I split the Register class and read/write handlers into DataRegister and
AddressRegister, given that they have different behaviors on byte/word
accesses (data tends to preserve the upper bits; address tends to
sign-extend things.)

I expanded EA to EffectiveAddress. No sense in abbreviating things
to death.

I've now implemented 26 instructions. But the new ones are just all the
stupid from/to ccr/sr instructions.

Ryphecha confirmed that you can't set the undefined bits, so I don't
think the BitField concept is appropriate for the CCR/SR. Instead, I'm
just storing direct flags and have (read,write)(CCR,SR) instead. This
isn't like the 65816 where you have subroutines that push and pop the
flag register. It's much more common to access individual flags. Doesn't
match the consistency angle of the other CPU cores, but ... I think this
is the right thing to for the 68K specifically.
2016-07-23 12:32:35 +10:00
Tim Allen 4b897ba791 Update to v100r10 release.
byuu says:

Redesigned the handling of reading/writing registers to be about eight
times faster than the old system. More work may be needed ... it seems
data registers tend to preserve their upper bits upon assignment; whereas
address registers tend to sign-extend values into them. It may make
sense to have DataRegister and AddressRegister classes with separate
read/write handlers. I'd have to hold two Register objects inside the
EffectiveAddress (EA) class if we do that.
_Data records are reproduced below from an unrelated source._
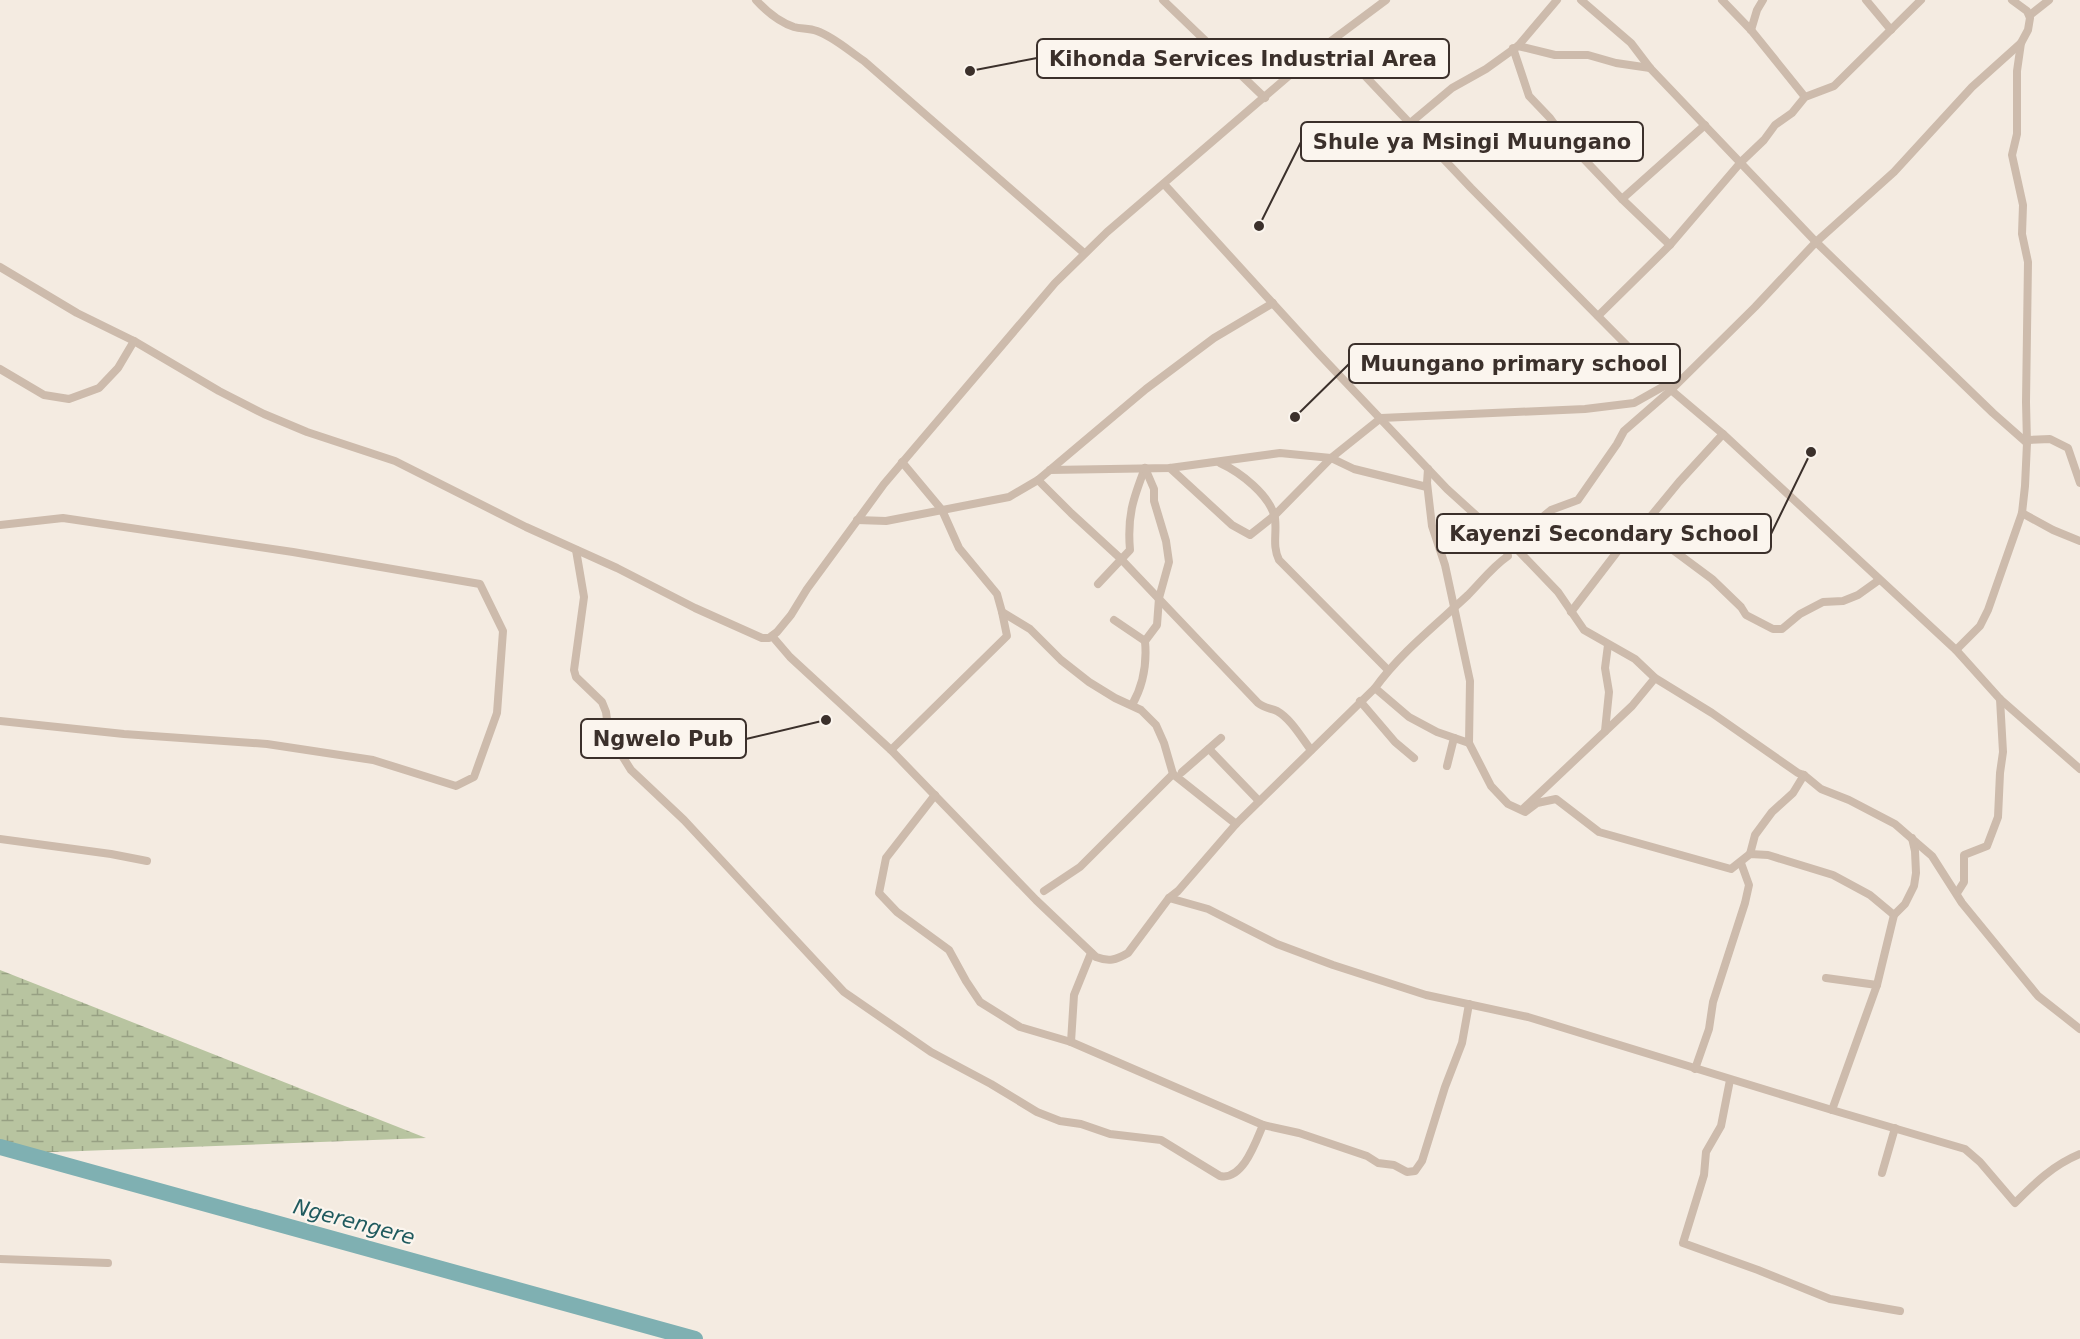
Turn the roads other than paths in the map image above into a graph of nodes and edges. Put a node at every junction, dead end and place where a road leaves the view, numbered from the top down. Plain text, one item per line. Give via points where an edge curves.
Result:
1 (756, 0) edge
2 (1162, 0) edge
3 (1386, 0) edge
4 (1557, 0) edge
5 (1581, 0) edge
6 (1722, 0) edge
7 (1763, 0) edge
8 (1866, 0) edge
9 (1921, 0) edge
10 (2012, 0) edge
11 (2049, 0) edge
12 (2030, 15) junction
13 (1751, 30) junction
14 (1891, 30) junction
15 (1332, 41) junction
16 (2021, 43) junction
17 (1516, 47) junction
18 (1650, 68) junction
19 (1805, 97) junction
20 (1265, 98) junction
21 (1408, 124) junction
22 (1705, 125) junction
23 (1741, 162) junction
24 (1164, 184) junction
25 (1622, 199) junction
26 (1816, 242) junction
27 (1670, 245) junction
28 (1084, 253) junction
29 (0, 267) edge
30 (1273, 303) junction
31 (1598, 316) junction
32 (134, 341) junction
33 (0, 369) edge
34 (1669, 388) junction
35 (1381, 418) junction
36 (1723, 434) junction
37 (2027, 443) junction
38 (1331, 458) junction
39 (902, 462) junction
40 (1219, 463) junction
41 (1145, 468) junction
42 (1170, 468) junction
43 (1428, 469) junction
44 (1050, 470) junction
45 (1038, 480) junction
46 (2080, 483) edge
47 (1427, 487) junction
48 (942, 510) junction
49 (2022, 513) junction
50 (1274, 516) junction
51 (856, 520) junction
52 (0, 525) edge
53 (1642, 527) junction
54 (2080, 541) edge
55 (1509, 545) junction
56 (576, 550) junction
57 (1122, 560) junction
58 (1880, 580) junction
59 (1098, 584) dead end
60 (1159, 598) junction
61 (1453, 608) junction
62 (1002, 612) junction
63 (1571, 612) junction
64 (1114, 620) dead end
65 (772, 636) junction
66 (1145, 641) junction
67 (1608, 645) junction
68 (1956, 650) junction
69 (1388, 670) junction
70 (1655, 678) junction
71 (1375, 688) junction
72 (2000, 699) junction
73 (1360, 701) junction
74 (1132, 705) junction
75 (0, 721) edge
76 (1605, 731) junction
77 (1221, 738) dead end
78 (1454, 738) junction
79 (1469, 743) junction
80 (1209, 748) junction
81 (891, 750) junction
82 (1311, 750) junction
83 (1414, 758) dead end
84 (1447, 766) dead end
85 (2080, 769) edge
86 (1177, 773) junction
87 (1804, 775) junction
88 (935, 795) junction
89 (1260, 801) junction
90 (1521, 810) junction
91 (1236, 824) junction
92 (1912, 838) junction
93 (0, 839) edge
94 (1750, 854) junction
95 (147, 861) dead end
96 (1740, 863) junction
97 (1044, 891) dead end
98 (1957, 892) junction
99 (1169, 898) junction
100 (1894, 915) junction
101 (1091, 952) junction
102 (1826, 978) dead end
103 (1877, 985) junction
104 (1469, 1004) junction
105 (2080, 1029) edge
106 (1071, 1042) junction
107 (1695, 1069) junction
108 (1730, 1080) junction
109 (1832, 1110) junction
110 (1263, 1125) junction
111 (1894, 1128) junction
112 (2080, 1154) edge
113 (1882, 1173) dead end
114 (0, 1259) edge
115 (108, 1263) dead end
116 (1900, 1311) dead end

1 - 28 street via 772,16 795,27 815,30 864,61
2 - 20 street
3 - 15 street
4 - 17 street
5 - 18 street via 1630,43
6 - 13 street
7 - 13 street
8 - 14 street
9 - 14 street
10 - 12 street
11 - 12 street
12 - 16 street
13 - 19 street
14 - 19 street via 1834,86
15 - 20 street
15 - 21 street
16 - 26 street via 1972,87 1894,172
16 - 37 street via 2017,134 2012,155 2023,205 2022,234 2028,262
17 - 18 street via 1555,55 1588,55
17 - 21 street via 1452,88
17 - 25 street via 1529,96
18 - 22 street
19 - 23 street
20 - 24 street
21 - 31 street
22 - 23 street
22 - 25 street
23 - 26 street
23 - 27 street
24 - 28 street
24 - 30 street
25 - 27 street
26 - 34 street via 1755,307
26 - 37 street
27 - 31 street
28 - 39 street
29 - 32 street
30 - 35 street
30 - 44 street via 1214,338
31 - 34 street
32 - 33 street via 118,368 99,387 69,399 44,395
32 - 56 street via 264,414 395,461
34 - 35 street via 1634,403 1585,409
34 - 36 street
34 - 55 street via 1624,431 1578,500 1551,510
35 - 38 street
35 - 43 street
36 - 53 street
36 - 58 street
37 - 46 street via 2050,439 2065,446
37 - 49 street
38 - 40 street via 1280,453
38 - 47 street via 1361,471
38 - 50 street
39 - 48 street
39 - 51 street
40 - 42 street
40 - 50 street via 1245,478 1262,495
41 - 42 street
41 - 44 street
41 - 57 street via 1132,502 1130,550
41 - 60 street via 1154,489 1169,562
42 - 50 street via 1232,525 1250,535
43 - 47 street
43 - 55 street
44 - 45 street
45 - 48 street via 1009,497
45 - 57 street
47 - 61 street via 1432,526
48 - 51 street via 886,521
48 - 62 street via 959,548 997,594
49 - 54 street
49 - 68 street via 1988,610 1980,626
50 - 69 street via 1274,550 1279,560
51 - 65 street via 791,615
52 - 75 street via 63,518 480,584 503,631 497,713 474,777 456,786 373,760 279,746
53 - 58 street via 1712,579 1746,615 1773,629 1782,629 1823,602 1858,595
53 - 63 street via 1633,531
55 - 61 street via 1508,556
55 - 63 street via 1558,592
56 - 65 street via 731,625 762,638
56 - 110 street via 584,597 574,670 576,677 602,702 609,735 617,749 631,770 684,820 844,992 931,1052 1038,1112 1110,1134 1161,1140 1220,1176 1231,1175 1243,1165
57 - 59 street
57 - 60 street
58 - 68 street
60 - 66 street via 1157,625
60 - 82 street via 1258,703 1288,721
61 - 69 street
61 - 79 street via 1470,681
62 - 74 street via 1030,629 1089,682
62 - 81 street via 1007,636
63 - 67 street via 1584,630
64 - 66 street
65 - 81 street
66 - 74 street via 1147,658
67 - 70 street via 1635,659
67 - 76 street
68 - 72 street
69 - 71 street
70 - 76 street
70 - 87 street
71 - 73 street
71 - 78 street via 1409,717
72 - 85 street
72 - 98 street via 2003,752 1998,817 1987,846 1964,855 1964,882
73 - 82 street
73 - 83 street
74 - 86 street via 1156,725
76 - 90 street
77 - 80 street
78 - 79 street
78 - 84 street
79 - 90 street via 1491,786 1508,804
80 - 86 street
80 - 89 street
81 - 88 street
82 - 89 street
86 - 91 street
86 - 97 street via 1080,867
87 - 92 street via 1821,789 1895,824
87 - 94 street via 1755,835
88 - 101 street
88 - 106 street via 886,858 879,893 897,912 950,950 980,1002 1020,1028
89 - 91 street
90 - 96 street via 1525,812 1556,799 1599,832 1731,869
91 - 99 street
92 - 98 street via 1932,856
92 - 100 street via 1914,886
93 - 95 street
94 - 96 street
94 - 100 street via 1768,855 1833,875
96 - 107 street via 1749,885 1746,903
98 - 105 street via 2038,996
99 - 101 street via 1120,958 1107,961
99 - 104 street via 1208,909 1276,944 1333,965 1426,995
100 - 103 street
101 - 106 street via 1074,995
102 - 103 street
103 - 109 street
104 - 107 street via 1528,1017
104 - 110 street via 1462,1043 1422,1161 1415,1171 1407,1172 1299,1133
106 - 110 street
107 - 108 street
108 - 109 street
108 - 116 street via 1721,1126 1706,1152 1704,1175 1683,1243 1830,1299
109 - 111 street
111 - 112 street via 1965,1149 2015,1203 2044,1175
111 - 113 street
114 - 115 street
Implemented 19 opcodes now (out of somewhere between 60 and 90.) That gets
the first ~530,000 instructions in Sonic the Hedgehog running (though
probably wrong. But we can run a lot thanks to large initialization
loops.)

If I force the core to loop back to the reset vector on an invalid opcode,
I'm getting about 1500fps with a dumb 320x240 blit 60 times a second and
just the 68K running alone (no Z80, PSG, VDP, YM2612.) I don't know if
that's good or not. I guess we'll find out.

I had to stop tonight because the final opcode I execute is an RTS
(return from subroutine) that's branching back to address 0; which is
invalid ... meaning something went terribly wrong and the system crashed.
2016-07-22 22:03:25 +10:00
Tim Allen be3f6ac0d5 Update to v100r09 release.
byuu says:

Another six hours in ...

I have all of the opcodes, memory access functions, disassembler mnemonics
and table building converted over to the new template<uint Size> format.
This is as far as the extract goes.